━━ DATA EXCERPTS ━━

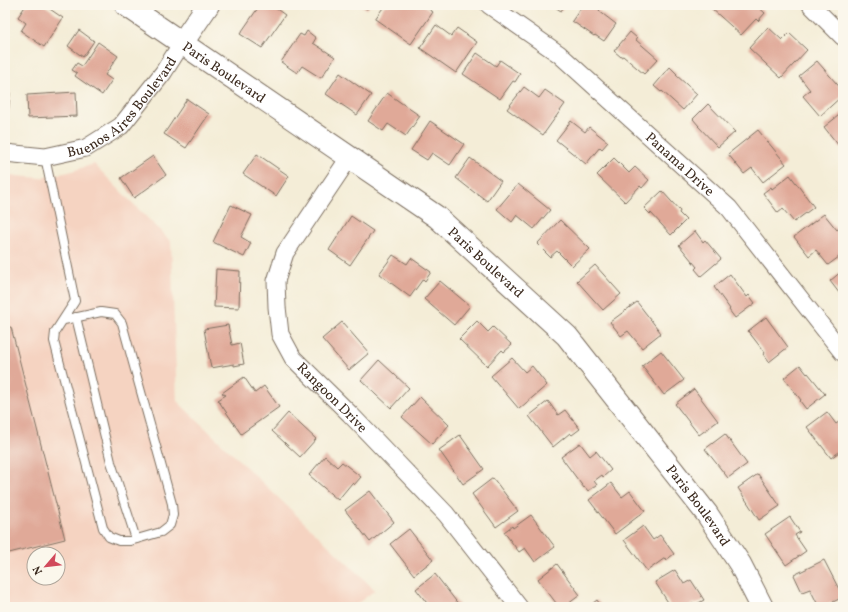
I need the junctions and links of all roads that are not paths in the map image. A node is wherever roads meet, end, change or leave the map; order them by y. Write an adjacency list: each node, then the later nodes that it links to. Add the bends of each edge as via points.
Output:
1 (126, 5): 6 (street, Paris Boulevard)
2 (208, 5): 6 (street, Buenos Aires Boulevard)
3 (488, 5): 12 (street, Panama Drive, via 559,54 730,208)
4 (811, 5): 5 (street)
5 (843, 38)
6 (182, 43): 8 (street, Buenos Aires Boulevard, via 163,73 121,126 86,148); 9 (street, Paris Boulevard)
7 (5, 153): 8 (street, Buenos Aires Boulevard)
8 (45, 157): 11 (lane, via 76,301)
9 (349, 158): 14 (street, Rangoon Drive, via 285,253 276,281 280,334 293,358 446,514); 15 (street, Paris Boulevard, via 437,216 567,336 707,514 740,564)
10 (76, 317): 11 (lane); 13 (lane, via 111,462); 13 (lane, via 101,312 115,314 122,323 172,504 173,516 170,525 161,532)
11 (64, 320): 13 (lane, via 55,332 54,341 102,528 109,537 119,541)
12 (843, 353)
13 (136, 539)
14 (519, 607)
15 (762, 607)

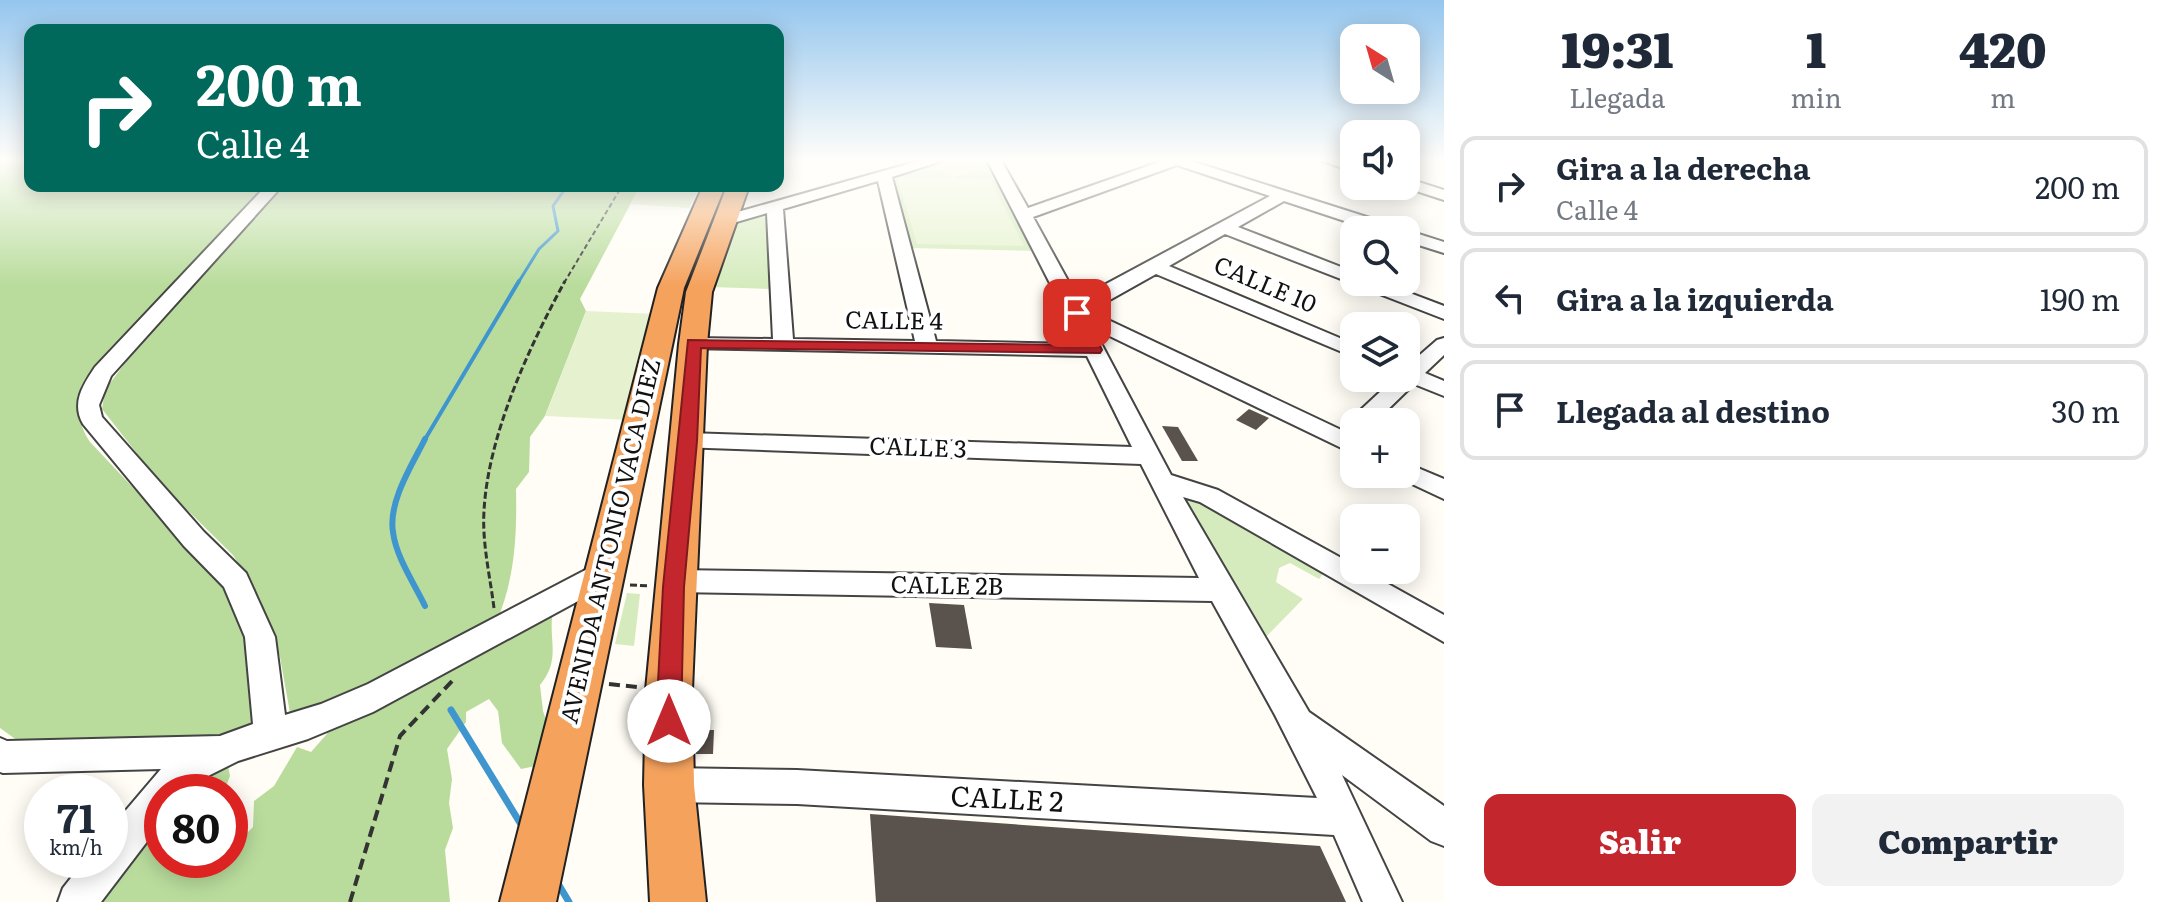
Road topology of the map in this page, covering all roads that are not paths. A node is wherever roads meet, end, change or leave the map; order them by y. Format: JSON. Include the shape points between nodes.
{"nodes":[{"id":1,"x":259,"y":202,"type":"edge"},
{"id":2,"x":723,"y":202,"type":"edge"},
{"id":3,"x":725,"y":202,"type":"edge"},
{"id":4,"x":754,"y":202,"type":"edge"},
{"id":5,"x":789,"y":202,"type":"edge"},
{"id":6,"x":891,"y":202,"type":"edge"},
{"id":7,"x":1017,"y":202,"type":"edge"},
{"id":8,"x":1060,"y":202,"type":"edge"},
{"id":9,"x":1271,"y":202,"type":"edge"},
{"id":10,"x":1304,"y":202,"type":"edge"},
{"id":11,"x":775,"y":206,"type":"junction"},
{"id":12,"x":1024,"y":215,"type":"junction"},
{"id":13,"x":1347,"y":216,"type":"edge"},
{"id":14,"x":1227,"y":229,"type":"junction"},
{"id":15,"x":1420,"y":240,"type":"edge"},
{"id":16,"x":1444,"y":248,"type":"edge"},
{"id":17,"x":1156,"y":267,"type":"junction"},
{"id":18,"x":1340,"y":273,"type":"edge"},
{"id":19,"x":1400,"y":296,"type":"edge"},
{"id":20,"x":1076,"y":309,"type":"junction"},
{"id":21,"x":1444,"y":313,"type":"edge"},
{"id":22,"x":693,"y":344,"type":"junction"},
{"id":23,"x":1444,"y":344,"type":"edge"},
{"id":24,"x":783,"y":345,"type":"junction"},
{"id":25,"x":1340,"y":345,"type":"edge"},
{"id":26,"x":927,"y":347,"type":"junction"},
{"id":27,"x":1094,"y":350,"type":"junction"},
{"id":28,"x":1420,"y":364,"type":"edge"},
{"id":29,"x":1420,"y":379,"type":"edge"},
{"id":30,"x":1444,"y":389,"type":"edge"},
{"id":31,"x":1390,"y":392,"type":"edge"},
{"id":32,"x":1375,"y":408,"type":"edge"},
{"id":33,"x":1340,"y":433,"type":"edge"},
{"id":34,"x":688,"y":441,"type":"junction"},
{"id":35,"x":1148,"y":456,"type":"junction"},
{"id":36,"x":1420,"y":478,"type":"edge"},
{"id":37,"x":1163,"y":481,"type":"junction"},
{"id":38,"x":1444,"y":490,"type":"edge"},
{"id":39,"x":603,"y":578,"type":"junction"},
{"id":40,"x":674,"y":584,"type":"junction"},
{"id":41,"x":1221,"y":590,"type":"junction"},
{"id":42,"x":1444,"y":630,"type":"edge"},
{"id":43,"x":1295,"y":720,"type":"junction"},
{"id":44,"x":271,"y":734,"type":"junction"},
{"id":45,"x":222,"y":751,"type":"junction"},
{"id":46,"x":0,"y":754,"type":"edge"},
{"id":47,"x":183,"y":774,"type":"edge"},
{"id":48,"x":669,"y":785,"type":"junction"},
{"id":49,"x":144,"y":816,"type":"edge"},
{"id":50,"x":1345,"y":818,"type":"junction"},
{"id":51,"x":1444,"y":828,"type":"edge"},
{"id":52,"x":128,"y":836,"type":"edge"},
{"id":53,"x":96,"y":878,"type":"edge"},
{"id":54,"x":77,"y":902,"type":"edge"},
{"id":55,"x":528,"y":902,"type":"edge"},
{"id":56,"x":678,"y":902,"type":"edge"},
{"id":57,"x":1383,"y":902,"type":"edge"}],
"edges":[{"from":1,"to":44,"type":"street","via":[[125,345],[94,385],[88,405],[91,419],[236,581],[260,637]]},
{"from":2,"to":39,"type":"highway","name":"AVENIDA ANTONIO VACA DIEZ","via":[[671,288]]},
{"from":3,"to":22,"type":"highway","name":"AVENIDA ANTONIO VACA DIEZ","via":[[699,292]]},
{"from":4,"to":11,"type":"street"},
{"from":5,"to":11,"type":"street"},
{"from":6,"to":26,"type":"street"},
{"from":7,"to":12,"type":"street"},
{"from":8,"to":12,"type":"street"},
{"from":9,"to":14,"type":"street"},
{"from":10,"to":13,"type":"street"},
{"from":11,"to":24,"type":"street"},
{"from":12,"to":20,"type":"street"},
{"from":14,"to":17,"type":"street"},
{"from":14,"to":18,"type":"street"},
{"from":15,"to":16,"type":"street"},
{"from":17,"to":20,"type":"street"},
{"from":17,"to":25,"type":"street","name":"CALLE 10"},
{"from":19,"to":21,"type":"street"},
{"from":20,"to":27,"type":"street"},
{"from":20,"to":33,"type":"street"},
{"from":22,"to":24,"type":"street","name":"CALLE 4"},
{"from":22,"to":34,"type":"highway","name":"AVENIDA ANTONIO VACA DIEZ"},
{"from":23,"to":28,"type":"street"},
{"from":24,"to":26,"type":"street","name":"CALLE 4"},
{"from":26,"to":27,"type":"street","name":"CALLE 4"},
{"from":27,"to":35,"type":"street"},
{"from":29,"to":30,"type":"street"},
{"from":31,"to":32,"type":"street"},
{"from":34,"to":35,"type":"street","name":"CALLE 3"},
{"from":34,"to":40,"type":"highway","name":"AVENIDA ANTONIO VACA DIEZ"},
{"from":35,"to":37,"type":"street"},
{"from":36,"to":38,"type":"street"},
{"from":37,"to":41,"type":"street"},
{"from":37,"to":42,"type":"street","via":[[1209,496]]},
{"from":39,"to":44,"type":"street","via":[[350,708]]},
{"from":39,"to":55,"type":"highway","name":"AVENIDA ANTONIO VACA DIEZ"},
{"from":40,"to":41,"type":"street","name":"CALLE 2B"},
{"from":40,"to":48,"type":"highway","name":"AVENIDA ANTONIO VACA DIEZ"},
{"from":41,"to":43,"type":"street"},
{"from":43,"to":50,"type":"street"},
{"from":43,"to":51,"type":"street"},
{"from":44,"to":45,"type":"street"},
{"from":45,"to":46,"type":"street"},
{"from":45,"to":47,"type":"street"},
{"from":48,"to":50,"type":"street","name":"CALLE 2","via":[[797,787]]},
{"from":48,"to":56,"type":"highway","name":"AVENIDA ANTONIO VACA DIEZ"},
{"from":49,"to":52,"type":"street"},
{"from":50,"to":57,"type":"street"},
{"from":53,"to":54,"type":"street"}]}
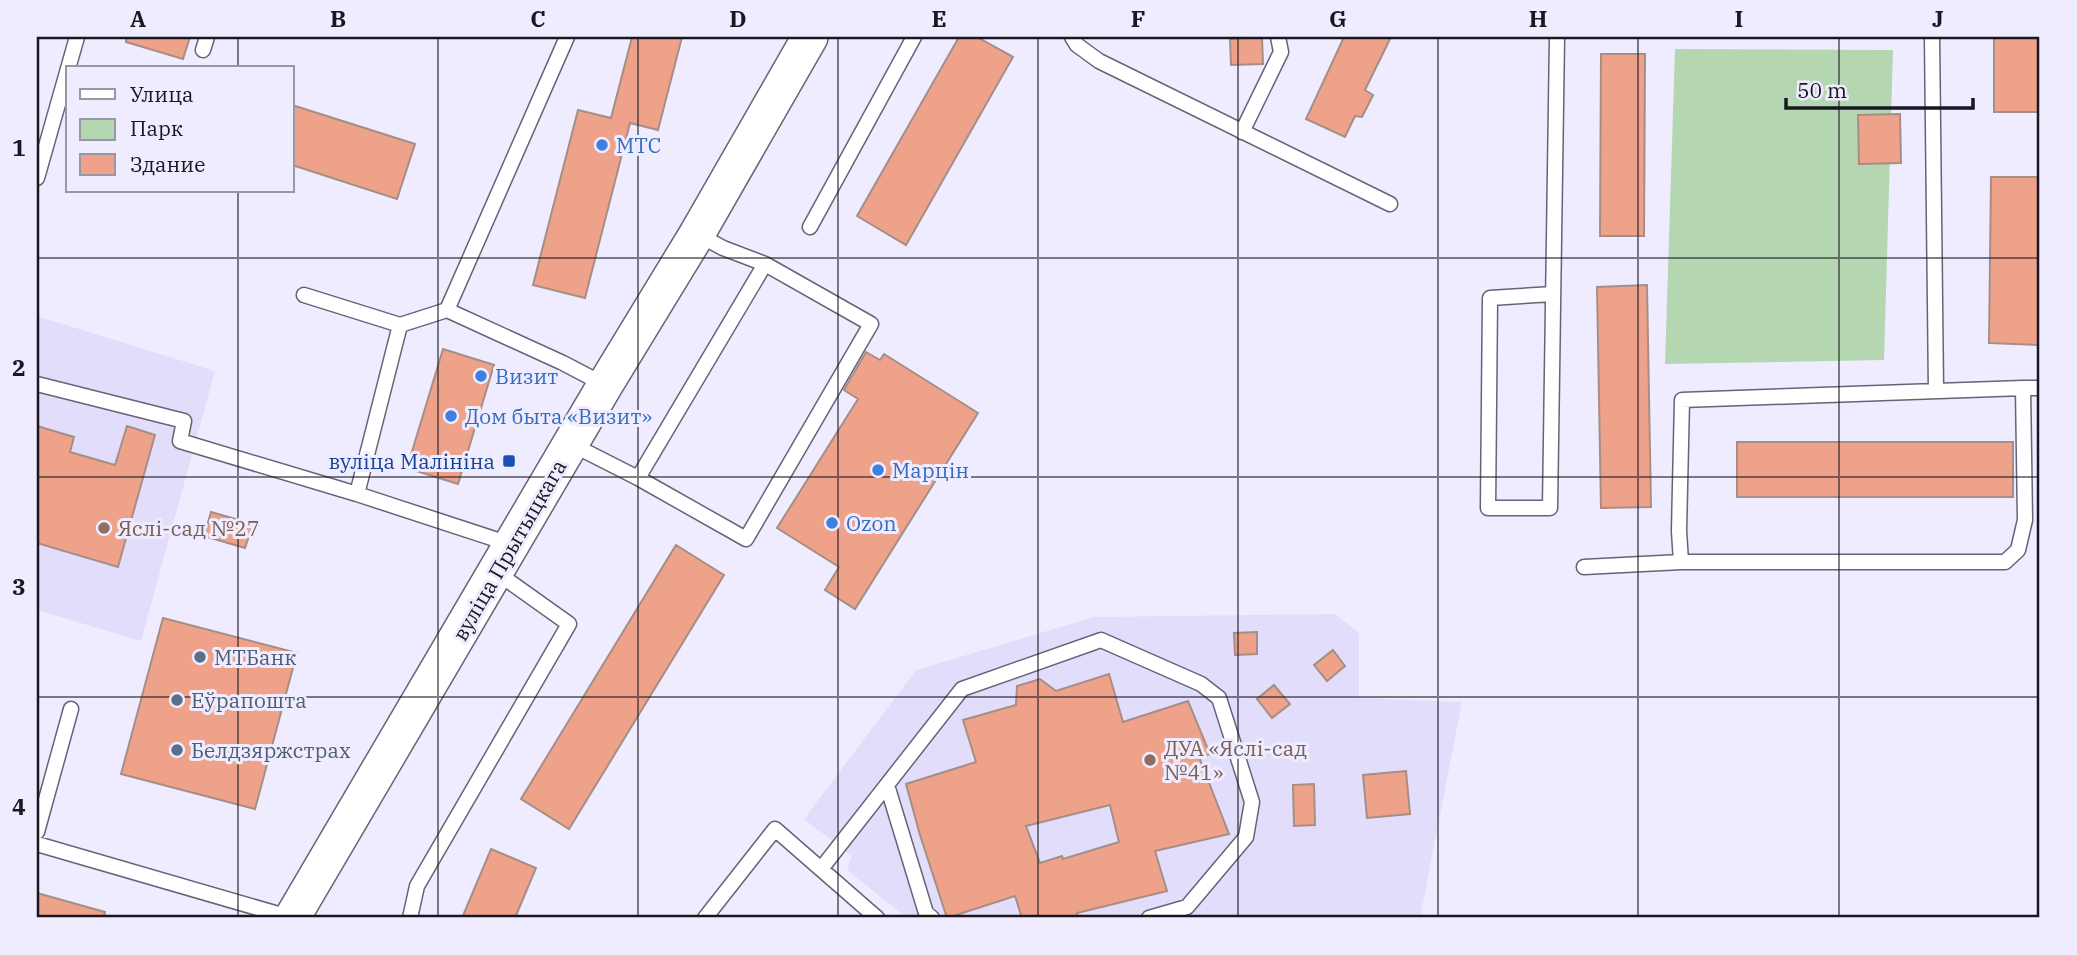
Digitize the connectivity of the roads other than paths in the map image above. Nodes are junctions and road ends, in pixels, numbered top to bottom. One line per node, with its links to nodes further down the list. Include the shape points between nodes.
1 (77, 37): 9 (lane)
2 (567, 37): 19 (lane)
3 (810, 37): 15 (street, вуліца Прытыцкага)
4 (914, 37): 14 (lane)
5 (1072, 37): 11 (lane, via 1099,61)
6 (1278, 37): 11 (lane, via 1281,52)
7 (1557, 37): 17 (lane)
8 (1932, 37): 25 (lane)
9 (69, 66)
10 (66, 76): 12 (lane)
11 (1242, 132): 13 (lane)
12 (37, 178)
13 (1390, 204)
14 (810, 227)
15 (696, 234): 16 (lane); 22 (street, вуліца Прытыцкага)
16 (765, 264): 27 (lane); 27 (lane, via 871,324 746,539)
17 (1553, 294): 17 (lane, via 1550,508 1488,508 1490,298)
18 (304, 295): 20 (lane)
19 (447, 310): 20 (lane); 22 (lane)
20 (400, 325): 28 (lane)
21 (37, 384): 28 (lane, via 184,421 180,441)
22 (605, 385): 26 (street, вуліца Прытыцкага)
23 (2023, 388): 24 (lane); 25 (lane); 30 (lane, via 2025,520 2018,550 2005,562)
24 (2040, 388)
25 (1936, 390): 30 (lane, via 1682,400)
26 (571, 444): 27 (lane); 29 (street, вуліца Прытыцкага)
27 (638, 478)
28 (357, 494): 29 (lane)
29 (504, 558): 37 (street, вуліца Прытыцкага); 38 (lane, via 569,624 416,886)
30 (1681, 562): 31 (lane)
31 (1584, 567)
32 (71, 709): 34 (lane)
33 (887, 785): 36 (lane); 41 (lane, via 926,912); 42 (lane, via 962,689 1101,640 1201,684 1219,698 1252,802 1246,837 1187,907)
34 (37, 832)
35 (37, 844): 37 (lane)
36 (821, 869): 39 (lane, via 775,830); 40 (lane)
37 (292, 918)
38 (410, 918)
39 (705, 918)
40 (877, 918)
41 (932, 918)
42 (1149, 918)

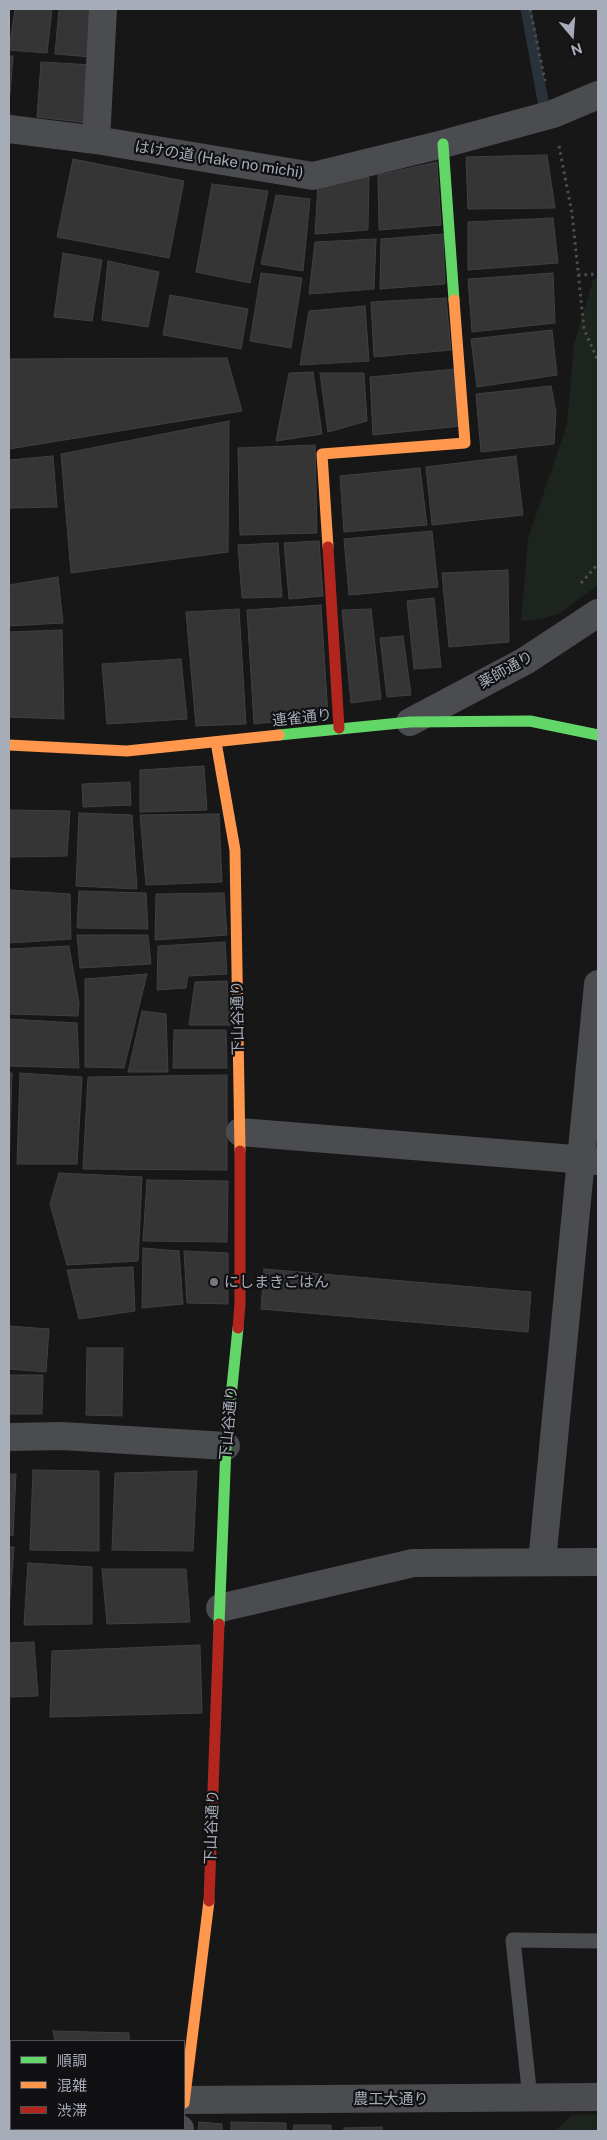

━━━

When a line in the listing includes the word "change", report that line in full.

## YOUR RESPONSE
I need the junctions and links of all roads that are not paths in the map image. A node is wherever roads meet, end, change or leave the map; order them by y. Write an adjacency list: each node, then the later nodes that it links to. Add the bends of each edge as via points.
Road topology of the map in this page, covering all roads that are not paths. A node is wherever roads meet, end, change or leave the map; order them by y. Format: JSON. Include the shape points between nodes.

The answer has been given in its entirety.